The red planet may not have been as warm and wet as scientists suspect, according to new research into geological formations.
A study in the journal Nature Geoscience suggests that ancient clay minerals on Mars may have originated from cooling lava, rather than being formed from liquid water as scientists have speculated.
Orbiting satellites have observed an abundance of mineral-rich clay deposits on Mars, formed during the planet's early Noachian period, about 4 to 4.5 billion years ago. According to conventional thinking, these clays are the product of aqueous weathering – a chemical process between rocks and surface water – over long periods of time.
These deposits are among the strongest pieces of evidence that Mars, which today has an arid and acidic landscape, once had a warmer climate and large bodies of water that could have sustained life.
But a team of researchers studying similar rocks at Moruroa Atoll, a former nuclear testing site in French Polynesia in the southern Pacific Ocean, has proposed an alternative explanation for how they formed.
Researchers found that the clays at Moruroa were produced from cooling volcanic magma in a process that doesn't require large volumes of water.
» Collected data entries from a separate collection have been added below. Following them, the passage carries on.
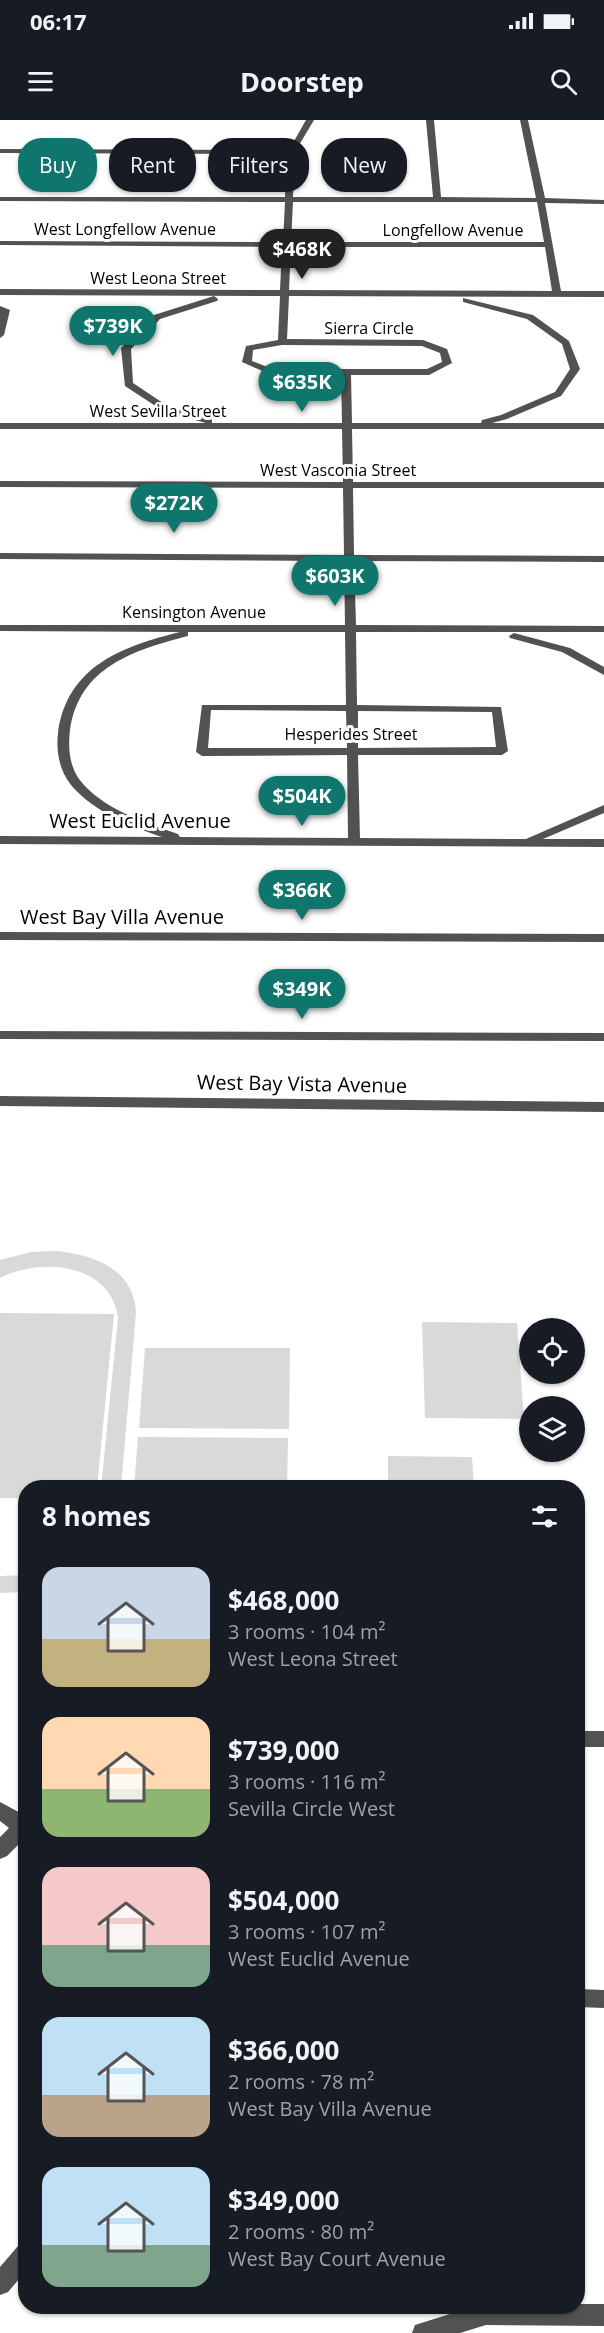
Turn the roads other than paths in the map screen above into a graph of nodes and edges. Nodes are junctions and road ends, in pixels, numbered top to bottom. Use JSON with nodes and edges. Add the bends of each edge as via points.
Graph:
{"nodes":[{"id":1,"x":310,"y":120,"type":"edge"},
{"id":2,"x":430,"y":120,"type":"edge"},
{"id":3,"x":524,"y":120,"type":"edge"},
{"id":4,"x":299,"y":138,"type":"edge"},
{"id":5,"x":0,"y":151,"type":"edge"},
{"id":6,"x":208,"y":152,"type":"edge"},
{"id":7,"x":288,"y":192,"type":"edge"},
{"id":8,"x":0,"y":199,"type":"edge"},
{"id":9,"x":288,"y":199,"type":"junction"},
{"id":10,"x":437,"y":200,"type":"junction"},
{"id":11,"x":541,"y":200,"type":"junction"},
{"id":12,"x":604,"y":202,"type":"edge"},
{"id":13,"x":0,"y":243,"type":"edge"},
{"id":14,"x":549,"y":245,"type":"junction"},
{"id":15,"x":286,"y":246,"type":"junction"},
{"id":16,"x":2,"y":292,"type":"edge"},
{"id":17,"x":238,"y":293,"type":"junction"},
{"id":18,"x":283,"y":293,"type":"junction"},
{"id":19,"x":446,"y":294,"type":"junction"},
{"id":20,"x":557,"y":294,"type":"junction"},
{"id":21,"x":604,"y":294,"type":"edge"},
{"id":22,"x":3,"y":310,"type":"edge"},
{"id":23,"x":0,"y":335,"type":"edge"},
{"id":24,"x":282,"y":342,"type":"junction"},
{"id":25,"x":346,"y":372,"type":"junction"},
{"id":26,"x":0,"y":426,"type":"edge"},
{"id":27,"x":229,"y":426,"type":"junction"},
{"id":28,"x":604,"y":426,"type":"edge"},
{"id":29,"x":345,"y":427,"type":"junction"},
{"id":30,"x":464,"y":427,"type":"junction"},
{"id":31,"x":0,"y":484,"type":"edge"},
{"id":32,"x":604,"y":485,"type":"edge"},
{"id":33,"x":346,"y":486,"type":"junction"},
{"id":34,"x":0,"y":548,"type":"edge"},
{"id":35,"x":604,"y":550,"type":"edge"},
{"id":36,"x":148,"y":552,"type":"junction"},
{"id":37,"x":349,"y":553,"type":"junction"},
{"id":38,"x":520,"y":554,"type":"junction"},
{"id":39,"x":0,"y":555,"type":"edge"},
{"id":40,"x":604,"y":559,"type":"edge"},
{"id":41,"x":0,"y":628,"type":"edge"},
{"id":42,"x":129,"y":628,"type":"junction"},
{"id":43,"x":207,"y":629,"type":"junction"},
{"id":44,"x":350,"y":629,"type":"junction"},
{"id":45,"x":491,"y":630,"type":"junction"},
{"id":46,"x":573,"y":630,"type":"junction"},
{"id":47,"x":604,"y":630,"type":"edge"},
{"id":48,"x":140,"y":646,"type":"junction"},
{"id":49,"x":566,"y":650,"type":"junction"},
{"id":50,"x":604,"y":672,"type":"edge"},
{"id":51,"x":351,"y":708,"type":"junction"},
{"id":52,"x":353,"y":750,"type":"junction"},
{"id":53,"x":604,"y":809,"type":"edge"},
{"id":54,"x":0,"y":840,"type":"edge"},
{"id":55,"x":185,"y":841,"type":"junction"},
{"id":56,"x":354,"y":842,"type":"junction"},
{"id":57,"x":524,"y":843,"type":"junction"},
{"id":58,"x":604,"y":843,"type":"edge"},
{"id":59,"x":0,"y":936,"type":"edge"},
{"id":60,"x":604,"y":938,"type":"edge"},
{"id":61,"x":0,"y":1035,"type":"edge"},
{"id":62,"x":604,"y":1037,"type":"edge"},
{"id":63,"x":0,"y":1101,"type":"edge"},
{"id":64,"x":604,"y":1107,"type":"edge"},
{"id":65,"x":585,"y":1739,"type":"edge"},
{"id":66,"x":604,"y":1739,"type":"edge"},
{"id":67,"x":0,"y":1810,"type":"edge"},
{"id":68,"x":18,"y":1823,"type":"edge"},
{"id":69,"x":18,"y":1833,"type":"edge"},
{"id":70,"x":0,"y":1850,"type":"edge"},
{"id":71,"x":585,"y":1998,"type":"edge"},
{"id":72,"x":604,"y":1999,"type":"edge"},
{"id":73,"x":18,"y":2263,"type":"edge"},
{"id":74,"x":0,"y":2284,"type":"edge"},
{"id":75,"x":604,"y":2315,"type":"edge"},
{"id":76,"x":423,"y":2333,"type":"edge"}],
"edges":[{"from":1,"to":4,"type":"street"},
{"from":2,"to":10,"type":"street"},
{"from":3,"to":11,"type":"street"},
{"from":5,"to":6,"type":"street"},
{"from":7,"to":9,"type":"street"},
{"from":8,"to":9,"type":"street"},
{"from":9,"to":10,"type":"street"},
{"from":9,"to":15,"type":"street"},
{"from":10,"to":11,"type":"street"},
{"from":11,"to":12,"type":"street"},
{"from":11,"to":14,"type":"street"},
{"from":13,"to":15,"type":"street","name":"West Longfellow Avenue"},
{"from":14,"to":15,"type":"street","name":"Longfellow Avenue"},
{"from":14,"to":20,"type":"street"},
{"from":15,"to":18,"type":"street"},
{"from":16,"to":17,"type":"street","name":"West Leona Street"},
{"from":16,"to":22,"type":"street"},
{"from":17,"to":18,"type":"street","name":"West Leona Street"},
{"from":17,"to":27,"type":"street","via":[[157,317],[126,348],[128,384],[166,409]]},
{"from":18,"to":19,"type":"street","name":"West Leona Street"},
{"from":18,"to":24,"type":"street"},
{"from":19,"to":20,"type":"street","name":"West Leona Street"},
{"from":19,"to":30,"type":"street","via":[[530,317],[566,343],[575,369],[558,394],[504,417]]},
{"from":20,"to":21,"type":"street","name":"West Leona Street"},
{"from":22,"to":23,"type":"street"},
{"from":24,"to":25,"type":"street","name":"Sierra Circle","via":[[249,348],[247,362],[269,371]]},
{"from":24,"to":25,"type":"street","name":"Sierra Circle","via":[[423,343],[444,351],[447,363],[429,372]]},
{"from":25,"to":29,"type":"street"},
{"from":26,"to":27,"type":"street","name":"West Sevilla Street"},
{"from":27,"to":29,"type":"street","name":"West Sevilla Street"},
{"from":28,"to":30,"type":"street","name":"West Sevilla Street"},
{"from":29,"to":30,"type":"street","name":"West Sevilla Street"},
{"from":29,"to":33,"type":"street"},
{"from":31,"to":33,"type":"street","name":"West Vasconia Street"},
{"from":32,"to":33,"type":"street","name":"West Vasconia Street"},
{"from":33,"to":37,"type":"street"},
{"from":34,"to":36,"type":"street"},
{"from":35,"to":38,"type":"street"},
{"from":36,"to":37,"type":"street"},
{"from":36,"to":39,"type":"street"},
{"from":37,"to":38,"type":"street"},
{"from":37,"to":44,"type":"street"},
{"from":38,"to":40,"type":"street"},
{"from":41,"to":42,"type":"street","name":"Kensington Avenue"},
{"from":42,"to":43,"type":"street","name":"Kensington Avenue"},
{"from":42,"to":48,"type":"street"},
{"from":43,"to":44,"type":"street","name":"Kensington Avenue"},
{"from":43,"to":48,"type":"street"},
{"from":44,"to":45,"type":"street","name":"Kensington Avenue"},
{"from":44,"to":51,"type":"street"},
{"from":45,"to":46,"type":"street","name":"Kensington Avenue"},
{"from":45,"to":49,"type":"street"},
{"from":46,"to":47,"type":"street","name":"Kensington Avenue"},
{"from":46,"to":49,"type":"street"},
{"from":48,"to":55,"type":"street","via":[[90,676],[76,693],[67,713],[65,762],[74,781],[97,802],[140,825]]},
{"from":49,"to":50,"type":"street"},
{"from":51,"to":52,"type":"street"},
{"from":51,"to":52,"type":"street","name":"Hesperides Street","via":[[497,709],[502,751]]},
{"from":51,"to":52,"type":"street","name":"Hesperides Street","via":[[206,707],[202,752]]},
{"from":52,"to":56,"type":"street"},
{"from":53,"to":57,"type":"street"},
{"from":54,"to":55,"type":"street","name":"West Euclid Avenue"},
{"from":55,"to":56,"type":"street","name":"West Euclid Avenue"},
{"from":56,"to":57,"type":"street","name":"West Euclid Avenue"},
{"from":57,"to":58,"type":"street","name":"West Euclid Avenue"},
{"from":59,"to":60,"type":"street","name":"West Bay Villa Avenue"},
{"from":61,"to":62,"type":"street"},
{"from":63,"to":64,"type":"street","name":"West Bay Vista Avenue"},
{"from":65,"to":66,"type":"street"},
{"from":67,"to":68,"type":"street"},
{"from":69,"to":70,"type":"street"},
{"from":71,"to":72,"type":"street"},
{"from":73,"to":74,"type":"street"},
{"from":75,"to":76,"type":"street","via":[[486,2314]]}]}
Based on infrared testing on both Martian and Moruroan rocks, they believe that both clays have similar origins.
The findings mean that the red planet could have been drier and colder than what scientists have theorized.
"We are speaking of clays formed in the oldest rocks of Mars' crust…Their detection on large areas was classically interpreted as an effect of weathering processes," Professor Alain Meunier, the study's lead author, told CBC News.
"This led the scientific community to consider that the early climate on Mars was warm and wet. Of course, if these clays originate from a magmatic process, they cannot be used to reconstitute climatic conditions."
Nevertheless, the findings don't rule out the possibility of life on Mars.
"Water in a liquid state has undoubtedly existed on Mars: river valleys, sedimentary deposits, presence of sulfates," said Meunier. "However, these features witness a more recent period in the history of Mars."